En effet, l’article 390 du CGI dispose en ses alinéas 6 et 7 « Le crédit de déductions n’est restituable que s’il est justifié par le régime du précompte ou des exonérations ouvrant droit à déduction. En tout état de cause, le crédit restituable ne peut excéder la TVA exigible sur le chiffre d’affaires relatif au précompte et aux exonérations justifiées réalisé sur la période au titre de laquelle le crédit est constitué ».

Cela signifie que lorsque le crédit est constitué par une opération de crédit-bail, comme cela est le cas pour le banques, à l’expiration du délai de deux (2) années pour récupérer la TVA, aucune restitution ne peut être accordée.

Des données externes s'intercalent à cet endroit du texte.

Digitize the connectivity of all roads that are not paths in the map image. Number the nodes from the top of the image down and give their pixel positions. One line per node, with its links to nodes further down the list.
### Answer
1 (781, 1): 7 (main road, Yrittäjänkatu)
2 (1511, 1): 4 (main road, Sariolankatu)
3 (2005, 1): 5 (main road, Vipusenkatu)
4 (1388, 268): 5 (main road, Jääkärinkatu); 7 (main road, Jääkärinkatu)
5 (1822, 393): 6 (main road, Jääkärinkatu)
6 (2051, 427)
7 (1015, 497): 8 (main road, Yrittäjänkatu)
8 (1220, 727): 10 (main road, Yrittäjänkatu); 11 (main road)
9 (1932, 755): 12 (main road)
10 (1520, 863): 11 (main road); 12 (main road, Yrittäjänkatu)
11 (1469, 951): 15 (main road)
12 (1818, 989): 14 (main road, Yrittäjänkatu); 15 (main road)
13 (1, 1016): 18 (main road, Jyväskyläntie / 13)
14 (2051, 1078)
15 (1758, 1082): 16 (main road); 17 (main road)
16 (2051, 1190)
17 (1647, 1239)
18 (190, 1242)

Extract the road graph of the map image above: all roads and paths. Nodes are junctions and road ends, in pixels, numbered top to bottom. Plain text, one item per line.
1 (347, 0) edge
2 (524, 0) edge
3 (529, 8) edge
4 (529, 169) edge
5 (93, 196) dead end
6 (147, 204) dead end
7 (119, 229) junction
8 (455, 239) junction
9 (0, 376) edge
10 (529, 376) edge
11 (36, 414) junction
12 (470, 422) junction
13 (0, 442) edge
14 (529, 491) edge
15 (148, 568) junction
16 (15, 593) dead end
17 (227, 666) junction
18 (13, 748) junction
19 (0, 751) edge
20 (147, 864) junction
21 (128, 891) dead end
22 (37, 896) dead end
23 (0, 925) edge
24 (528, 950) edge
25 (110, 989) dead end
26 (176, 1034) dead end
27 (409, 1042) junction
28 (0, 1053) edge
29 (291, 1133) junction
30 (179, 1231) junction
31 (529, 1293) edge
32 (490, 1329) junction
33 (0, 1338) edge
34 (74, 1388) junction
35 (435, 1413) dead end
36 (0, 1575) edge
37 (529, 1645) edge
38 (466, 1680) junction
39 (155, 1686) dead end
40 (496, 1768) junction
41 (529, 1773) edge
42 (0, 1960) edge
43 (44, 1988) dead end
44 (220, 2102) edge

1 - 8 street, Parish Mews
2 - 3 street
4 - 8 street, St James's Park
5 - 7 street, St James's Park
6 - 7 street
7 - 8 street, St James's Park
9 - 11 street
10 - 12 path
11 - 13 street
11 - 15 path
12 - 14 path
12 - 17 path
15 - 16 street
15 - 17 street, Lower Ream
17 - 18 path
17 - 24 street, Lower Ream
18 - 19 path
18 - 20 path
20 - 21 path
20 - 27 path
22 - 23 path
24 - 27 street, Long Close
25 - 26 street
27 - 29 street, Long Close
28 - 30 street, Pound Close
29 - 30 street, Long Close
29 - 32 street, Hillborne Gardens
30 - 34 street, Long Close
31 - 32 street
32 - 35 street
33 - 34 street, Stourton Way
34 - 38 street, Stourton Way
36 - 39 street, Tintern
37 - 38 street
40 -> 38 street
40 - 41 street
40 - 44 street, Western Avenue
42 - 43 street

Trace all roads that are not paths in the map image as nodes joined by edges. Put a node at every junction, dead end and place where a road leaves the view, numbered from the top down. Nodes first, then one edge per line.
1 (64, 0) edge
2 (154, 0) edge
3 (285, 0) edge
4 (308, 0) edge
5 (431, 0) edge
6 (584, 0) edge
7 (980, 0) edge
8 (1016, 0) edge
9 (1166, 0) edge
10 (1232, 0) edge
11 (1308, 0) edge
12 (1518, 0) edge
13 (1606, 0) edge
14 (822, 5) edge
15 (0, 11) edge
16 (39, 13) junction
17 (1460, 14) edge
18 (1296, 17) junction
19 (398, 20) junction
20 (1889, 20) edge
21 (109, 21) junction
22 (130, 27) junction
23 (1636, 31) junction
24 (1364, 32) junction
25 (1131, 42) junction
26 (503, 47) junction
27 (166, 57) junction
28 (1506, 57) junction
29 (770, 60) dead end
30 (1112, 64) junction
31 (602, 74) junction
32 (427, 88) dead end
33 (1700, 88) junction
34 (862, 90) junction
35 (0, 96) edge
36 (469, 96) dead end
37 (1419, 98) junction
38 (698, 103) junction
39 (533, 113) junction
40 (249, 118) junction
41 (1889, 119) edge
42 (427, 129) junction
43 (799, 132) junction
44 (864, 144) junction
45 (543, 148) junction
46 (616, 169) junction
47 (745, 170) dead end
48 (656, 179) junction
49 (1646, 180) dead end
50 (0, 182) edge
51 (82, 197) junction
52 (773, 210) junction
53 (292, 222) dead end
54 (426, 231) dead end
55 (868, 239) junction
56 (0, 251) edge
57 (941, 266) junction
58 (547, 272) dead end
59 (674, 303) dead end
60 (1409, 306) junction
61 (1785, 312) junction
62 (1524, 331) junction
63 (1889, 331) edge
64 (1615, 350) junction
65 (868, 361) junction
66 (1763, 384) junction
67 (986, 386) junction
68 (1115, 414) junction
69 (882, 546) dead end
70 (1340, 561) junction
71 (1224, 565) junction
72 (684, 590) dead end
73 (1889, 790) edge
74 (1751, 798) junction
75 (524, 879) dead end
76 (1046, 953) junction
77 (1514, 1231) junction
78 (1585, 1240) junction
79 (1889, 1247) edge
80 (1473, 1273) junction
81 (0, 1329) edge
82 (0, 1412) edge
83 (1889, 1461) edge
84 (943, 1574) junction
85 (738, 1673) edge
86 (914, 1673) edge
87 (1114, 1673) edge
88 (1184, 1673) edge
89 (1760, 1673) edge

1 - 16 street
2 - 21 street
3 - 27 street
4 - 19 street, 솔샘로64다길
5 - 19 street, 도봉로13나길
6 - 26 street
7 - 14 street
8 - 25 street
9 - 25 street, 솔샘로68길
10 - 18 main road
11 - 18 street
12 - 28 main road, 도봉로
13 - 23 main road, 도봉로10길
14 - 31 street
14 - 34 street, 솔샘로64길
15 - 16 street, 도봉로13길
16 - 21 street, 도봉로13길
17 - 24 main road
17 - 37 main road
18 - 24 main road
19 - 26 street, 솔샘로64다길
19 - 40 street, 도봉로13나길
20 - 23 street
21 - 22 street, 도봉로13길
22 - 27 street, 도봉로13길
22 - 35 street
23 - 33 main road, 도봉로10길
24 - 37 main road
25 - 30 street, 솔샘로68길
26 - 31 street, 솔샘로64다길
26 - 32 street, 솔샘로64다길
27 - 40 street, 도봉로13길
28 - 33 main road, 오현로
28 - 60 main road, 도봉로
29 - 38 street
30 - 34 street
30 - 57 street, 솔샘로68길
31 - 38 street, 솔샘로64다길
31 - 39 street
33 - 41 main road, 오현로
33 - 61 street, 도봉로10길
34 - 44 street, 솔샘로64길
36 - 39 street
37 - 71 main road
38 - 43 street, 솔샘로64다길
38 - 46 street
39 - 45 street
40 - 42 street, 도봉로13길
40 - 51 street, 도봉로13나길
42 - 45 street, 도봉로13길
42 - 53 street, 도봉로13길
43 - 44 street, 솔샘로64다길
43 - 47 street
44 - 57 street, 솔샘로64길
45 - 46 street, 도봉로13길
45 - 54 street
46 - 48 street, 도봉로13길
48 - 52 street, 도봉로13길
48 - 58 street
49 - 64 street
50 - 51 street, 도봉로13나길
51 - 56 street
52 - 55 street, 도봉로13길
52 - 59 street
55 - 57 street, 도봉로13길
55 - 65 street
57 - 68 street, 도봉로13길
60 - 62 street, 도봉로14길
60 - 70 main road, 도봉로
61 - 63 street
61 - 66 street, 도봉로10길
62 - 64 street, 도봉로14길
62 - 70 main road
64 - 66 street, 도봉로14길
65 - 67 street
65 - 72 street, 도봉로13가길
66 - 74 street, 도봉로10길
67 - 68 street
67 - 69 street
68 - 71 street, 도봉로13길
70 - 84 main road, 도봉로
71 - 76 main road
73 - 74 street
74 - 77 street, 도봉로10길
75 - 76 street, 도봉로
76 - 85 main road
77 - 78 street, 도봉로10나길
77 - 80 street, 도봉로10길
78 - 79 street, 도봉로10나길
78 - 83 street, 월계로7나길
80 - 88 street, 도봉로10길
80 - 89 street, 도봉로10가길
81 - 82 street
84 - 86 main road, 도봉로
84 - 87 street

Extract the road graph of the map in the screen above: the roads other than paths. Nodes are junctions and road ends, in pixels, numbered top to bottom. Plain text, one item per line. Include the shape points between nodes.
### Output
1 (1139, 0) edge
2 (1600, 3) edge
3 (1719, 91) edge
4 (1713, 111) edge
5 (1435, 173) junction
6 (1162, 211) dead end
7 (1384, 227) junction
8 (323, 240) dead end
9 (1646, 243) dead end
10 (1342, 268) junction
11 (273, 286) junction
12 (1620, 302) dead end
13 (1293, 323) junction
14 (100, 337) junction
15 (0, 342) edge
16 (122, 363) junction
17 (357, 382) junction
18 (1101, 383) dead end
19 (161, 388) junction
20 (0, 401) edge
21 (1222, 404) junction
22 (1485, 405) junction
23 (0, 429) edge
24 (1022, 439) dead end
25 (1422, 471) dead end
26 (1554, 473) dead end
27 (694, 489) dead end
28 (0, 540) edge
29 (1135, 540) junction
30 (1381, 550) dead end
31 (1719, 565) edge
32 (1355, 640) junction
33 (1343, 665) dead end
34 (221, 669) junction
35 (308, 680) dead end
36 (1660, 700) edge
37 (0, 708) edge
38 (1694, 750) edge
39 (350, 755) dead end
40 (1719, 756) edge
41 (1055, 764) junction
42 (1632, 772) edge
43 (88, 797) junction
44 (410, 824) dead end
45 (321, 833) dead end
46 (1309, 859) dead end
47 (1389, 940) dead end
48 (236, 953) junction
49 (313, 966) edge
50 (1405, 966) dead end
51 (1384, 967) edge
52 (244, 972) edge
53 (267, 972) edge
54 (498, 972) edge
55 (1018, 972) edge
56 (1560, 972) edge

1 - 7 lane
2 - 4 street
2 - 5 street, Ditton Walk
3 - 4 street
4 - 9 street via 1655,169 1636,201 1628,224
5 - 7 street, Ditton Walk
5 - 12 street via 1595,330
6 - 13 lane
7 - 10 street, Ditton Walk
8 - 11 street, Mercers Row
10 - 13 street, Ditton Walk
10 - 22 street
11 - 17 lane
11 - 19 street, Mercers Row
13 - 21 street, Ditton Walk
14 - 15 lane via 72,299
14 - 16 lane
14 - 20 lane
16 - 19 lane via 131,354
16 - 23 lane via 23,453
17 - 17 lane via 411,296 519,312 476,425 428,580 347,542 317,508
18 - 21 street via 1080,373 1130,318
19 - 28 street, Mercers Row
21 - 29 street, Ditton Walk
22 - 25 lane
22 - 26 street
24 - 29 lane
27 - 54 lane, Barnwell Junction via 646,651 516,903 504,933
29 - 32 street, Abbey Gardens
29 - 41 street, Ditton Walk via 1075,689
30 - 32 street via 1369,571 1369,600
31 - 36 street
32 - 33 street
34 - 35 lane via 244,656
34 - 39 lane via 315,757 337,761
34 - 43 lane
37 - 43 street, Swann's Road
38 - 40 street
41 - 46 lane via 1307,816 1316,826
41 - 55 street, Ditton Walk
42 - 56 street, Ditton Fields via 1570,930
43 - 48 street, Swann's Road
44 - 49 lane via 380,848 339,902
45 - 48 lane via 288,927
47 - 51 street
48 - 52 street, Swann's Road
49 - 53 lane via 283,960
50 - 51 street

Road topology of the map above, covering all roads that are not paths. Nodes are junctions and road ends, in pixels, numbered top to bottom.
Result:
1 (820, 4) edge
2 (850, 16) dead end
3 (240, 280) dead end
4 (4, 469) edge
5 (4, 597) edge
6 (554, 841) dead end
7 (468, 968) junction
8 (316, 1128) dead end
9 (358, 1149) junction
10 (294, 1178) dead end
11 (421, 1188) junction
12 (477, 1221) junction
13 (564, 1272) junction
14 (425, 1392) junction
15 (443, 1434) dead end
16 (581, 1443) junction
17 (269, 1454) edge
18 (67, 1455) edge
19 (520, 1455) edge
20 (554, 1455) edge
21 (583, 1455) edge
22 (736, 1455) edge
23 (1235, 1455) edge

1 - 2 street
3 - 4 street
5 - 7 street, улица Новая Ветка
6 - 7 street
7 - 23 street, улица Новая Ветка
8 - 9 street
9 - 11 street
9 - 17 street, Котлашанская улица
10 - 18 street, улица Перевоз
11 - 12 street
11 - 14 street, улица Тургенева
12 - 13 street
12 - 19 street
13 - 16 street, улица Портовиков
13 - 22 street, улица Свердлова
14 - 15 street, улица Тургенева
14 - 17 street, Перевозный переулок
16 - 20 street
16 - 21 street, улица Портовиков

2.2. Impact sur les Banques

La réglementation fiscale, notamment les limitations imposées par les articles 379 et 390 du Code Général des Impôts, pourraient entraîner des répercussions significatives pour les banques dans le cadre des contrats de crédit-bail, particulièrement en ce qui concerne la récupération de la TVA.

  • Perte de TVA non déductible

En raison de l’impossibilité de récupérer l’intégralité de la TVA supportée sur les achats facturés au-delà de la période de deux ans, les banques se trouvent dans l’incapacité de déduire la totalité de la TVA liée à ces opérations. Cela signifie que la TVA payée sur les loyers facturés sur une période supérieure à deux ans ne peut plus être déduite ou restituée. Par conséquent, les banques se retrouvent confrontées à une perte fiscale directe sur ces opérations.

Cependant, il faut préciser que cet impact peut être atténué par le volume de transaction effectué par la banque en ce sens que plus les opérations sont nombreuses, plus de la TVA sera facturée sur les loyers et permettra de régler la TVA supportée en amont.

  • Diminution de la marge vs augmentation des coûts

Deux choix possibles s’imposent aux banques à ce stade :

Soit la perte de TVA est comptabilisée par les banques en tant que charge non récupérable. En conséquence, elles seront contraintes de constater cette perte dans leurs comptes, ce qui impactera négativement leur rentabilité. Cette perte fiscale viendra directement réduire la marge bénéficiaire réalisée sur les opérations de crédit-bail, affectant ainsi leur profitabilité globale.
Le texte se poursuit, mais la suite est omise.